> [TASK]:
Your task is to copy every line below that contains the word "Matrona".

··· DATA FOR PROCESSING

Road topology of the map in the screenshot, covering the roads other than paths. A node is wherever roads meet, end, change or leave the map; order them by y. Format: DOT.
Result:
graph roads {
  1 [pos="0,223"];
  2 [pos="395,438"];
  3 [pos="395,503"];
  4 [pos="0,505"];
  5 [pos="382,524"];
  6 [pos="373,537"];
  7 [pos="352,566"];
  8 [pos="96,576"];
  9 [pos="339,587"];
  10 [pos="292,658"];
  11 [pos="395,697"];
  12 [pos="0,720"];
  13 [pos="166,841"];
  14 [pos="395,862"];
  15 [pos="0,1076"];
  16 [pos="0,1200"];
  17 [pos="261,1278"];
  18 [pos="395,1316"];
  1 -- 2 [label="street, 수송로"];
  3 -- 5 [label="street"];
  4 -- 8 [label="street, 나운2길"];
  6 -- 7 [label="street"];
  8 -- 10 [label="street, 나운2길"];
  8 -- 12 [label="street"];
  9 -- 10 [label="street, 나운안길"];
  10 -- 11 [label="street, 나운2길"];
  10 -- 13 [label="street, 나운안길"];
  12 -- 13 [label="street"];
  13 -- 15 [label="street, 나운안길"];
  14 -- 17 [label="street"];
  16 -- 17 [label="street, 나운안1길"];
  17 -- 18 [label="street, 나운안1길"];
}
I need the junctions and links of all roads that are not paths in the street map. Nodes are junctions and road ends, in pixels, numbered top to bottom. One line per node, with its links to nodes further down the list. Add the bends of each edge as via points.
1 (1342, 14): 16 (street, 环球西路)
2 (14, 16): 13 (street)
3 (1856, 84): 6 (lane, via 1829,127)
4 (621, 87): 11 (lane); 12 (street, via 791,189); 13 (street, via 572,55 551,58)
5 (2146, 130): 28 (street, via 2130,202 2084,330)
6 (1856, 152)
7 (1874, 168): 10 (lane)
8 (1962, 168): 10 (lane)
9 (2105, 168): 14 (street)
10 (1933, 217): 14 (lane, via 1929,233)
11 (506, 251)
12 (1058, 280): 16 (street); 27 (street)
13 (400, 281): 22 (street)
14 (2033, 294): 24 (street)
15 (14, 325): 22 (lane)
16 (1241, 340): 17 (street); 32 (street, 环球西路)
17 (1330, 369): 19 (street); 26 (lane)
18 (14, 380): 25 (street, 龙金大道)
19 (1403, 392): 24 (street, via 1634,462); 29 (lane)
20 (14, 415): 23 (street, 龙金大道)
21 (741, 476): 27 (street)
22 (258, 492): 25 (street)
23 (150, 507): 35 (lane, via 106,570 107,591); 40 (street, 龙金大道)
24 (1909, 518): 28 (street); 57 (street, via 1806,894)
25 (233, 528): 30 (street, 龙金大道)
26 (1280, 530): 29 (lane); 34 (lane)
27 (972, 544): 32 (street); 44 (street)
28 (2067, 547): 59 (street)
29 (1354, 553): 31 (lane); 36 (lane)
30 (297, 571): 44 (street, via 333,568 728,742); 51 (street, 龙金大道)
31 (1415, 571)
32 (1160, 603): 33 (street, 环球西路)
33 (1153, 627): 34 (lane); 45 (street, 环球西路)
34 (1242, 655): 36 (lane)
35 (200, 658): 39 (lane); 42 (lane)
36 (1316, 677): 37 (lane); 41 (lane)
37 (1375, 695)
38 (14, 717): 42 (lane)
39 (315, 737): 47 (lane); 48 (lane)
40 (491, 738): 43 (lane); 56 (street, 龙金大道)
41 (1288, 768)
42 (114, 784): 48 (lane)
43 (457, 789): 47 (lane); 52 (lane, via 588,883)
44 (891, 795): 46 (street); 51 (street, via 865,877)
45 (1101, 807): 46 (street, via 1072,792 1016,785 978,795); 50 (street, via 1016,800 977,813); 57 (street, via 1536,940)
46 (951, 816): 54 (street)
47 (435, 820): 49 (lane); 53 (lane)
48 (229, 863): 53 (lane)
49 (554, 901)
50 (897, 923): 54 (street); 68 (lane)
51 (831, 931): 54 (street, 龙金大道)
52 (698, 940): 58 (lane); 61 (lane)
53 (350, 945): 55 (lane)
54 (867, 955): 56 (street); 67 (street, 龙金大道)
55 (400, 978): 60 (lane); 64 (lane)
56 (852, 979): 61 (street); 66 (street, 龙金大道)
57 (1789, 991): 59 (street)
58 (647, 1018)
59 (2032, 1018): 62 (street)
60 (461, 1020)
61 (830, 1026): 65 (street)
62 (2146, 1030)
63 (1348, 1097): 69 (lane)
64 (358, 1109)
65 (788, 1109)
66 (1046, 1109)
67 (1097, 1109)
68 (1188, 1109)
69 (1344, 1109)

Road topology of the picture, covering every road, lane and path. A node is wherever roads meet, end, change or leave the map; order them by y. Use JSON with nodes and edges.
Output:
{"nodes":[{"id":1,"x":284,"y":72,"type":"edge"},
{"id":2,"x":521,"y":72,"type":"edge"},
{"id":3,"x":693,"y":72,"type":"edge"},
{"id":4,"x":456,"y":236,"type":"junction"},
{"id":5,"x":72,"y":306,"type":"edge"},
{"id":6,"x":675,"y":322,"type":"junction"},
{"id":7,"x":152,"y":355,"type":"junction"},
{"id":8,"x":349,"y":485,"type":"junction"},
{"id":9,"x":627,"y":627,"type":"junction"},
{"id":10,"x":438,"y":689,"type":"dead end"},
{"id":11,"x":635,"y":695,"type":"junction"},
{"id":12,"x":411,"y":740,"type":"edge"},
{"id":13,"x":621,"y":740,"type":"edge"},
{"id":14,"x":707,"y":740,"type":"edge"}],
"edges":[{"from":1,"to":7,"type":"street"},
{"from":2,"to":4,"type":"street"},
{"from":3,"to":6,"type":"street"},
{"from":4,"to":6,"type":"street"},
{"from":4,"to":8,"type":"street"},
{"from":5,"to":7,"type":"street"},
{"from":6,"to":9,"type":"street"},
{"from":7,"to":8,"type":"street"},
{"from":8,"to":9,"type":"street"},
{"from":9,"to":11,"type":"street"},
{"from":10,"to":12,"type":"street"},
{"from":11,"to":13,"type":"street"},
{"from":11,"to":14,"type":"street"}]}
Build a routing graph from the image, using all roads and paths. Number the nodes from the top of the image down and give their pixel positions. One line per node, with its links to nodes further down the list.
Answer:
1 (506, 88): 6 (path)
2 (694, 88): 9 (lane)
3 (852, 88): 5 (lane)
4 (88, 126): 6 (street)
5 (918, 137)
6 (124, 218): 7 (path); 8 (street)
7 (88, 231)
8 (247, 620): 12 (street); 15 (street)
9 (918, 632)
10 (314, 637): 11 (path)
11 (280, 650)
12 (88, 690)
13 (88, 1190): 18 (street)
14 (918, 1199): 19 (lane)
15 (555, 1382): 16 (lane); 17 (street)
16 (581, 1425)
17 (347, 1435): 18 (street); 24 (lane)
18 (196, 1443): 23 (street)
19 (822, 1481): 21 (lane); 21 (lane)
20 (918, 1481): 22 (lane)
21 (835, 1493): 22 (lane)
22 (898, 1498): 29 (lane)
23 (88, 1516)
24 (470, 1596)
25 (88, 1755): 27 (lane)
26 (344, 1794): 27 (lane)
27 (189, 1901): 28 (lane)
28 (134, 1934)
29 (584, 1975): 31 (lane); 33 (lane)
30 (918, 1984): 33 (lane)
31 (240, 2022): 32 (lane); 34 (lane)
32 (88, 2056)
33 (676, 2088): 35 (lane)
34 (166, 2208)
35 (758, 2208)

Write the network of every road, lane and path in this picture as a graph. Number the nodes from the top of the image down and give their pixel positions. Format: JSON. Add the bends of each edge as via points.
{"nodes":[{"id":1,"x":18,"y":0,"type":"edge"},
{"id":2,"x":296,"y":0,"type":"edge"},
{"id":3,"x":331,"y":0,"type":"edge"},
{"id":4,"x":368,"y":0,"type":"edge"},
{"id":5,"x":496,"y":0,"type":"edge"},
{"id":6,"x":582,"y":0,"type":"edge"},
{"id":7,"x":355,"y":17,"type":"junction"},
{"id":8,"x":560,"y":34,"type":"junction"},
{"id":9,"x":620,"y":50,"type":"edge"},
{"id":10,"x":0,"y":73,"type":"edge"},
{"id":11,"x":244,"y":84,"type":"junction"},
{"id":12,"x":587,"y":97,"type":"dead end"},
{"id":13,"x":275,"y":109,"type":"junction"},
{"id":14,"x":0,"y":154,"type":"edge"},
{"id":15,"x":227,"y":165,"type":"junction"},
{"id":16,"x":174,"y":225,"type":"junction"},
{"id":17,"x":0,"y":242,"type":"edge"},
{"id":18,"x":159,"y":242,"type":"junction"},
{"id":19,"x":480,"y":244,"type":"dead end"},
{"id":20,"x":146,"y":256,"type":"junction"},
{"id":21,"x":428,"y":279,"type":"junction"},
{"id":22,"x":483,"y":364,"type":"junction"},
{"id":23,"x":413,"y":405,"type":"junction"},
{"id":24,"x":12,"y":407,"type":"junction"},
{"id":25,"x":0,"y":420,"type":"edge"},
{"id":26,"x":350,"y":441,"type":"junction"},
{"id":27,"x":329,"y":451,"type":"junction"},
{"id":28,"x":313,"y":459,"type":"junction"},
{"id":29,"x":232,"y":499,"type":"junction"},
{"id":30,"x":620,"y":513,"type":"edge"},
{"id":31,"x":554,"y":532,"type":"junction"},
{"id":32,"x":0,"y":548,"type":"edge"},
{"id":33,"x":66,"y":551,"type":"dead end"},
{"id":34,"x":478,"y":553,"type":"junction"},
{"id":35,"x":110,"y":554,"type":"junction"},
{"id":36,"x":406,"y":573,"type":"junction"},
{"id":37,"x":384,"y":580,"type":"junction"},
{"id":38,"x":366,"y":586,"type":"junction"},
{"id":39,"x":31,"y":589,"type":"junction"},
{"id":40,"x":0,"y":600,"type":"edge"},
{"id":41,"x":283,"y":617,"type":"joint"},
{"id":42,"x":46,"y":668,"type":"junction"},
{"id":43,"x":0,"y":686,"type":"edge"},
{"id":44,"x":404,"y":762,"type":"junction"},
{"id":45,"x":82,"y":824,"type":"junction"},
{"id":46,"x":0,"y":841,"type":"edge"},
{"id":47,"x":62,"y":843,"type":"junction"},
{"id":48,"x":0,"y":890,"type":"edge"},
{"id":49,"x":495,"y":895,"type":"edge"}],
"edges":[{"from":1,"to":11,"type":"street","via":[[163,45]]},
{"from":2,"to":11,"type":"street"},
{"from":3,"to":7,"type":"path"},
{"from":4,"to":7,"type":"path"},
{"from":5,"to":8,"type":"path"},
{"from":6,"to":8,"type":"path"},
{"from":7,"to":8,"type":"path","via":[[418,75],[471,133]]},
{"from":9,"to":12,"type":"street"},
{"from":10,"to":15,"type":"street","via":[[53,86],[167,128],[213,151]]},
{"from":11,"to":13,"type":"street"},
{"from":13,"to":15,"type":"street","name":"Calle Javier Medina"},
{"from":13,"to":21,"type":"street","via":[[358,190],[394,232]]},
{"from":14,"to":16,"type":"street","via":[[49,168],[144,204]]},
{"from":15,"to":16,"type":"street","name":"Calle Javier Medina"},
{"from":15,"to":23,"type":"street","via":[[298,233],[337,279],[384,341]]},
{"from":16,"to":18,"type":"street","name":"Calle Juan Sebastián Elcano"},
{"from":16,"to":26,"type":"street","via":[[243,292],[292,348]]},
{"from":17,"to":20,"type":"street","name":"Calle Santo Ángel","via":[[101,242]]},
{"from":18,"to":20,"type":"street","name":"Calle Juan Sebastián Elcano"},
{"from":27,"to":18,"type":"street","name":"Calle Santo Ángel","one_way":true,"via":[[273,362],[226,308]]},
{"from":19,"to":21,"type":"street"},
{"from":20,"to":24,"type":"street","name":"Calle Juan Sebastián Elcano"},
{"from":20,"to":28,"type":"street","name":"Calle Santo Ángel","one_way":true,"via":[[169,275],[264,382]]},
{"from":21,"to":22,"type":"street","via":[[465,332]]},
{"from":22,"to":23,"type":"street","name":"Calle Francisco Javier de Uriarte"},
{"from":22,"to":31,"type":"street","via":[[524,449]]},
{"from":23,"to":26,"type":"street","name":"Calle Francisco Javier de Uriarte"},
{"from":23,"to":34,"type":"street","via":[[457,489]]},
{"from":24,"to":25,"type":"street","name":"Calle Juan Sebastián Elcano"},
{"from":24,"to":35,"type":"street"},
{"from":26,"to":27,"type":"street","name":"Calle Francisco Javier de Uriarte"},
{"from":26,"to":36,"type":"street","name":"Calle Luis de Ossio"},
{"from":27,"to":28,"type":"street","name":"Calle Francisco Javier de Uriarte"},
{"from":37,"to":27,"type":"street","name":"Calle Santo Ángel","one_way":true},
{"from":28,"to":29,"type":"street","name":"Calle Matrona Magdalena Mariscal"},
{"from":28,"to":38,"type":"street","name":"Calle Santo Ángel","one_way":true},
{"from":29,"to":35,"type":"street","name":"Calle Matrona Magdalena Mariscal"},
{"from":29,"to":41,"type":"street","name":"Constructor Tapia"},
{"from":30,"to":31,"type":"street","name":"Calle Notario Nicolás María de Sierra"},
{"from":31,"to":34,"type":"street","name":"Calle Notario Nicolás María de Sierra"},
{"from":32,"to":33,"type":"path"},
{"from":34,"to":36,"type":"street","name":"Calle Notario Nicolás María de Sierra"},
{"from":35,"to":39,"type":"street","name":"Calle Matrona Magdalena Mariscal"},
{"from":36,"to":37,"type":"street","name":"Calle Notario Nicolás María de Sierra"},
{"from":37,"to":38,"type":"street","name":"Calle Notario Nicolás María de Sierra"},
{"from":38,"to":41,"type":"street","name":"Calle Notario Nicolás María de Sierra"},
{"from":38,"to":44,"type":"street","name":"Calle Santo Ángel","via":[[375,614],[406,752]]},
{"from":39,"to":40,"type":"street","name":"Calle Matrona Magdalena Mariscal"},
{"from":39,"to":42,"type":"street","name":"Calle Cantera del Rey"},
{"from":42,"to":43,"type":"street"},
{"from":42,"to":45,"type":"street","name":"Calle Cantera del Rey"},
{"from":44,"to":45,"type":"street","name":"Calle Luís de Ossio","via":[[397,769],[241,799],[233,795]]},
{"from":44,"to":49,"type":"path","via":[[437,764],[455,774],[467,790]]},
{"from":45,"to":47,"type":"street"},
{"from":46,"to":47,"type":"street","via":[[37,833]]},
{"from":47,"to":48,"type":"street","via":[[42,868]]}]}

······

> [ANSWER BOX]:
{"from":28,"to":29,"type":"street","name":"Calle Matrona Magdalena Mariscal"},
{"from":29,"to":35,"type":"street","name":"Calle Matrona Magdalena Mariscal"},
{"from":35,"to":39,"type":"street","name":"Calle Matrona Magdalena Mariscal"},
{"from":39,"to":40,"type":"street","name":"Calle Matrona Magdalena Mariscal"},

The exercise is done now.